The OFT launched an investigation on corporate insolvency at the end of last
year with a report on its findings released this month.
It suggested the profession would need “far reaching reforms” including
greater involvement from unsecured creditors and the introduction of an industry
funded independent complaints body.
“The OFT has ducked the issue of anti-competitive practice by secured lenders
i.e. banks, who have only a small panel of approved insolvency practitioners
(IPs) which they will appoint, and who primarily act in the interest of the
banks and not for the wider interest of other creditors generally. There
shouldn’t be a pre-selected panel – they should simply get the best people for
the job,” said Alexander.
He explained under current legislation unsecured creditors are given ”
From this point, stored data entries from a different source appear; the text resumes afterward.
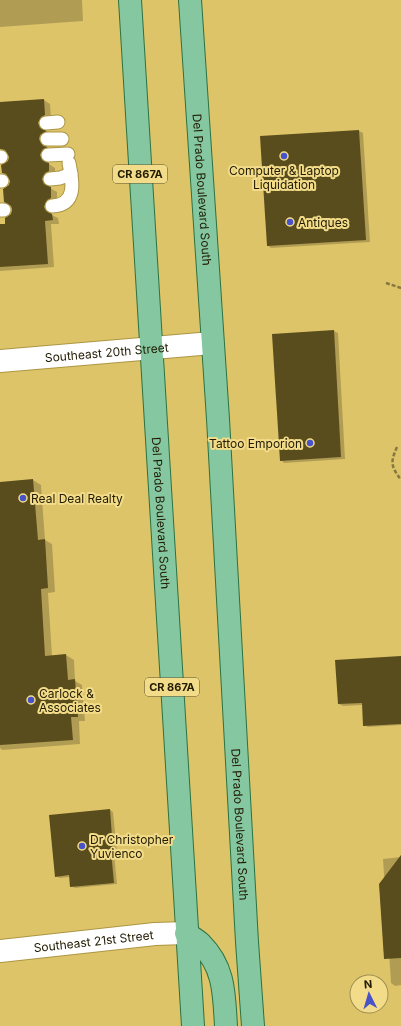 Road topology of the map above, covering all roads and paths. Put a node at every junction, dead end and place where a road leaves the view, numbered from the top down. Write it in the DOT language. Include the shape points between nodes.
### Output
graph roads {
  1 [pos="130,0"];
  2 [pos="190,0"];
  3 [pos="47,139"];
  4 [pos="62,139"];
  5 [pos="48,155"];
  6 [pos="70,164"];
  7 [pos="50,178"];
  8 [pos="52,206"];
  9 [pos="386,283"];
  10 [pos="401,288"];
  11 [pos="212,343"];
  12 [pos="152,348"];
  13 [pos="0,361"];
  14 [pos="397,448"];
  15 [pos="401,480"];
  16 [pos="186,933"];
  17 [pos="0,951"];
  18 [pos="193,1026"];
  19 [pos="226,1026"];
  20 [pos="253,1026"];
  1 -- 12 [label="main road, Del Prado Boulevard South / CR 867A"];
  2 -- 11 [label="main road, Del Prado Boulevard South"];
  3 -- 4 [label="lane"];
  5 -- 6 [label="lane"];
  6 -- 7 [label="lane" via="60,178"];
  6 -- 8 [label="lane" via="70,197 60,206"];
  9 -- 10 [label="path"];
  11 -- 12 [label="street, Southeast 20th Street"];
  11 -- 20 [label="main road, Del Prado Boulevard South"];
  12 -- 13 [label="street, Southeast 20th Street"];
  12 -- 16 [label="main road, Del Prado Boulevard South / CR 867A"];
  14 -- 15 [label="path" via="392,460 394,470"];
  16 -- 17 [label="street, Southeast 21st Street"];
  16 -- 18 [label="main road, Del Prado Boulevard South / CR 867A"];
  16 -- 19 [label="main road" via="201,944 220,975 223,983"];
} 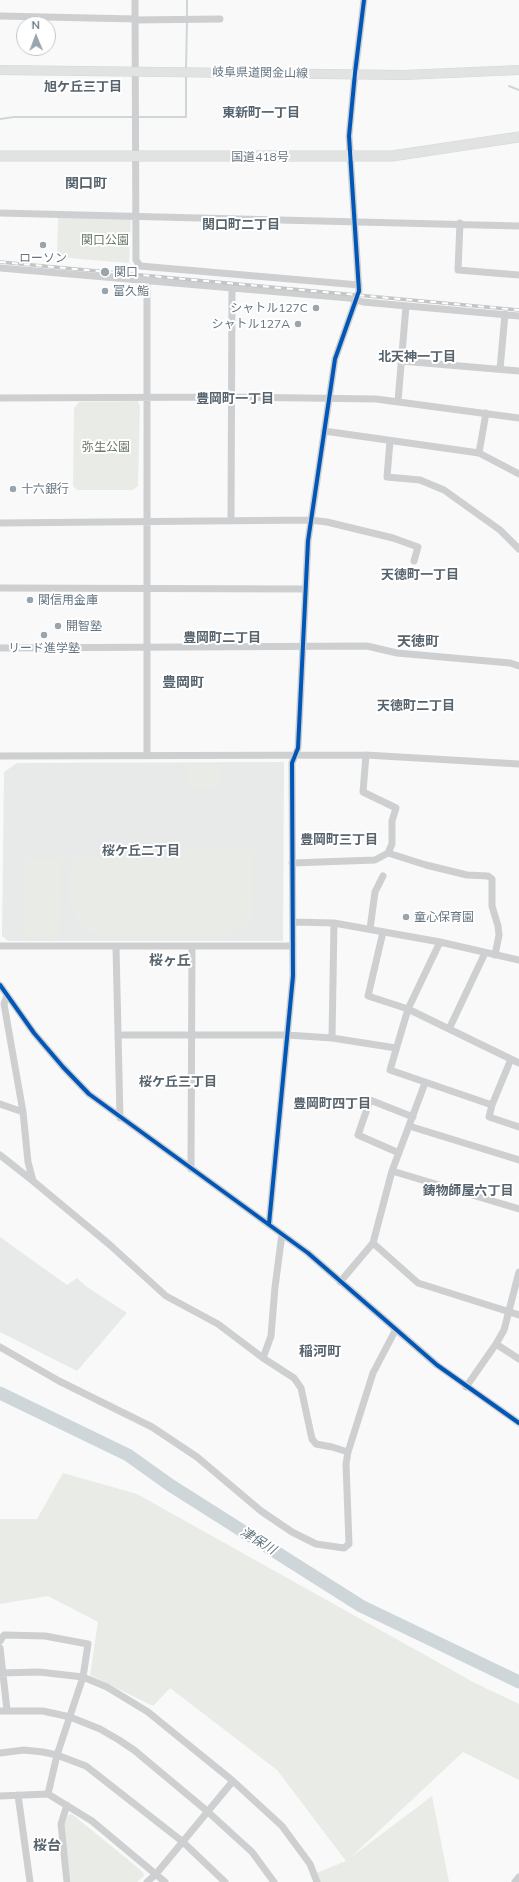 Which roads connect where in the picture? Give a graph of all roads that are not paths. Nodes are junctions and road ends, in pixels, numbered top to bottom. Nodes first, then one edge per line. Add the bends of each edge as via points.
1 (135, 0) edge
2 (364, 0) edge
3 (0, 16) edge
4 (135, 19) junction
5 (220, 19) dead end
6 (0, 70) edge
7 (519, 70) edge
8 (136, 71) junction
9 (355, 73) junction
10 (519, 138) edge
11 (0, 156) edge
12 (135, 156) junction
13 (350, 157) junction
14 (0, 213) edge
15 (135, 216) junction
16 (356, 221) junction
17 (460, 224) junction
18 (519, 226) edge
19 (0, 268) edge
20 (519, 275) edge
21 (147, 281) junction
22 (359, 285) junction
23 (232, 288) junction
24 (357, 300) junction
25 (406, 306) junction
26 (505, 314) junction
27 (519, 316) edge
28 (401, 360) junction
29 (500, 369) junction
30 (519, 371) edge
31 (231, 397) junction
32 (328, 397) junction
33 (0, 398) edge
34 (147, 398) junction
35 (398, 401) junction
36 (486, 414) junction
37 (519, 418) edge
38 (324, 431) junction
39 (390, 441) junction
40 (479, 453) junction
41 (519, 474) edge
42 (310, 520) junction
43 (146, 521) junction
44 (231, 521) junction
45 (0, 523) edge
46 (519, 548) edge
47 (414, 560) dead end
48 (0, 588) edge
49 (146, 588) junction
50 (305, 589) junction
51 (302, 647) junction
52 (0, 648) edge
53 (146, 648) junction
54 (519, 666) edge
55 (295, 755) junction
56 (366, 755) junction
57 (0, 756) edge
58 (147, 756) junction
59 (519, 764) edge
60 (388, 853) junction
61 (292, 863) junction
62 (384, 876) dead end
63 (293, 922) junction
64 (334, 923) junction
65 (370, 929) junction
66 (383, 932) junction
67 (440, 942) junction
68 (0, 946) edge
69 (293, 946) junction
70 (116, 947) junction
71 (192, 947) junction
72 (485, 952) junction
73 (495, 955) junction
74 (519, 960) edge
75 (0, 985) edge
76 (7, 995) junction
77 (408, 1009) junction
78 (449, 1029) junction
79 (192, 1034) junction
80 (119, 1035) junction
81 (287, 1035) junction
82 (332, 1038) junction
83 (396, 1048) junction
84 (511, 1059) junction
85 (519, 1063) edge
86 (425, 1083) junction
87 (0, 1104) edge
88 (492, 1105) junction
89 (23, 1112) junction
90 (413, 1117) junction
91 (120, 1118) junction
92 (409, 1126) junction
93 (519, 1127) edge
94 (399, 1153) junction
95 (0, 1155) edge
96 (519, 1160) edge
97 (191, 1169) junction
98 (392, 1171) junction
99 (33, 1181) junction
100 (519, 1209) edge
101 (268, 1224) junction
102 (282, 1234) junction
103 (373, 1243) junction
104 (519, 1272) edge
105 (340, 1282) junction
106 (510, 1312) junction
107 (519, 1315) edge
108 (396, 1329) junction
109 (496, 1344) junction
110 (0, 1348) edge
111 (263, 1358) junction
112 (519, 1360) edge
113 (466, 1387) junction
114 (519, 1423) edge
115 (348, 1452) junction
116 (0, 1641) edge
117 (0, 1648) edge
118 (2, 1673) edge
119 (83, 1677) junction
120 (3, 1711) edge
121 (70, 1716) junction
122 (0, 1753) edge
123 (57, 1755) junction
124 (234, 1781) junction
125 (48, 1794) junction
126 (18, 1795) junction
127 (0, 1796) edge
128 (67, 1805) junction
129 (207, 1811) junction
130 (183, 1842) junction
131 (156, 1874) junction
132 (519, 1877) edge
133 (30, 1882) edge
134 (67, 1882) edge
135 (147, 1882) edge
136 (165, 1882) edge
137 (225, 1882) edge
138 (274, 1882) edge
139 (317, 1882) edge
140 (515, 1882) edge

1 - 4 street
2 - 9 street
3 - 4 street
4 - 5 street
4 - 8 street
6 - 8 main road, 岐阜県道関金山線
7 - 9 main road, 岐阜県道関金山線 via 404,75
8 - 9 main road, 岐阜県道関金山線
8 - 12 street
9 - 13 street via 349,136
10 - 13 highway, 国道418号 via 392,156
11 - 12 highway, 国道418号
12 - 13 highway, 国道418号
12 - 15 street
13 - 16 street
14 - 15 street
15 - 16 street
15 - 22 street via 136,260 140,266
16 - 17 street
16 - 22 street
17 - 18 street
17 - 20 street via 458,270
19 - 21 street
21 - 23 street
21 - 34 street
22 - 24 street
23 - 24 street
23 - 31 street
24 - 25 street
24 - 32 street via 335,359
25 - 26 street
25 - 28 street
26 - 27 street
26 - 29 street
28 - 29 street
28 - 35 street
29 - 30 street
31 - 32 street
31 - 34 street
31 - 44 street
32 - 35 street
32 - 38 street
33 - 34 street
34 - 43 street
35 - 36 street
36 - 37 street
36 - 40 street
38 - 39 street
38 - 42 street
39 - 40 street
39 - 46 street via 387,477 420,480 444,490 500,530
40 - 41 street
42 - 44 street
42 - 47 street via 394,538 418,547
42 - 50 street
43 - 44 street
43 - 45 street
43 - 49 street
48 - 49 street
49 - 50 street
49 - 53 street
50 - 51 street
51 - 53 street
51 - 54 street via 366,646 397,653 502,662
51 - 55 street via 298,748
52 - 53 street
53 - 58 street
55 - 56 street
55 - 58 street
55 - 61 street via 292,763
56 - 59 street
56 - 60 street via 363,792 396,808 392,821 392,844
57 - 58 street
60 - 61 street via 374,860
60 - 73 street via 433,867 467,875 488,876 492,879 492,906 499,935
61 - 63 street
62 - 65 street via 375,892
63 - 64 street
63 - 69 street
64 - 65 street
64 - 82 street
65 - 66 street
66 - 67 street
66 - 77 street via 368,996
67 - 72 street
67 - 77 street
68 - 70 street
69 - 71 street
69 - 81 street via 293,976
70 - 71 street
70 - 80 street
71 - 79 street
72 - 73 street
72 - 78 street
73 - 74 street
75 - 76 street
76 - 89 street via 4,1004
76 - 91 street via 34,1033 63,1067 89,1094
77 - 78 street
77 - 83 street
78 - 84 street
79 - 80 street
79 - 81 street
79 - 97 street
80 - 91 street
81 - 82 street
81 - 101 street
82 - 83 street
83 - 86 street via 390,1070
84 - 85 street
84 - 88 street
86 - 88 street
86 - 90 street
87 - 89 street
88 - 93 street via 489,1117
89 - 99 street via 28,1162
90 - 92 street
90 - 94 street via 370,1100 358,1135
91 - 97 street
92 - 94 street
92 - 96 street
94 - 98 street
95 - 99 street
97 - 101 street
98 - 100 street
98 - 103 street
99 - 111 street via 166,1296 218,1324
101 - 102 street
102 - 105 street
102 - 111 street via 271,1336
103 - 105 street
103 - 106 street via 418,1283
104 - 106 street
105 - 108 street
106 - 107 street
106 - 109 street
108 - 113 street
108 - 115 street via 373,1373
109 - 112 street
109 - 113 street
110 - 115 street via 59,1381 152,1427 197,1457 261,1511 292,1532 316,1544 344,1548 349,1544 346,1464
111 - 115 street via 294,1378 301,1388 312,1439 316,1444
113 - 114 street
116 - 119 street via 4,1635 45,1636 88,1644
117 - 118 street
118 - 119 street via 39,1672
118 - 120 street
119 - 121 street
119 - 124 street via 107,1687 148,1712
120 - 121 street via 43,1711
121 - 123 street
121 - 129 street via 124,1743
122 - 123 street via 24,1750
123 - 125 street
123 - 130 street via 86,1766
124 - 129 street
124 - 139 street via 282,1826 310,1864
125 - 126 street
125 - 128 street
126 - 127 street
126 - 133 street
128 - 131 street via 92,1821
128 - 134 street via 61,1824
129 - 130 street
129 - 138 street via 252,1852
130 - 131 street
130 - 137 street
131 - 135 street
131 - 136 street
132 - 140 street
numerous opportunities” to influence the choice of IP, remuneration and
insolvency process to be used, e.g, liquidation or a company voluntary
arrangement. However, unsecured creditors rarely took an interest or played an
active role in the process.
“It is often a struggle for IPs to get any unsecured creditor to exercise
their right to vote on any of these issues and I, together with most other
reputable IPs, would welcome the greater involvement of unsecured creditors for
whom, after all, we are working,” said Alexander.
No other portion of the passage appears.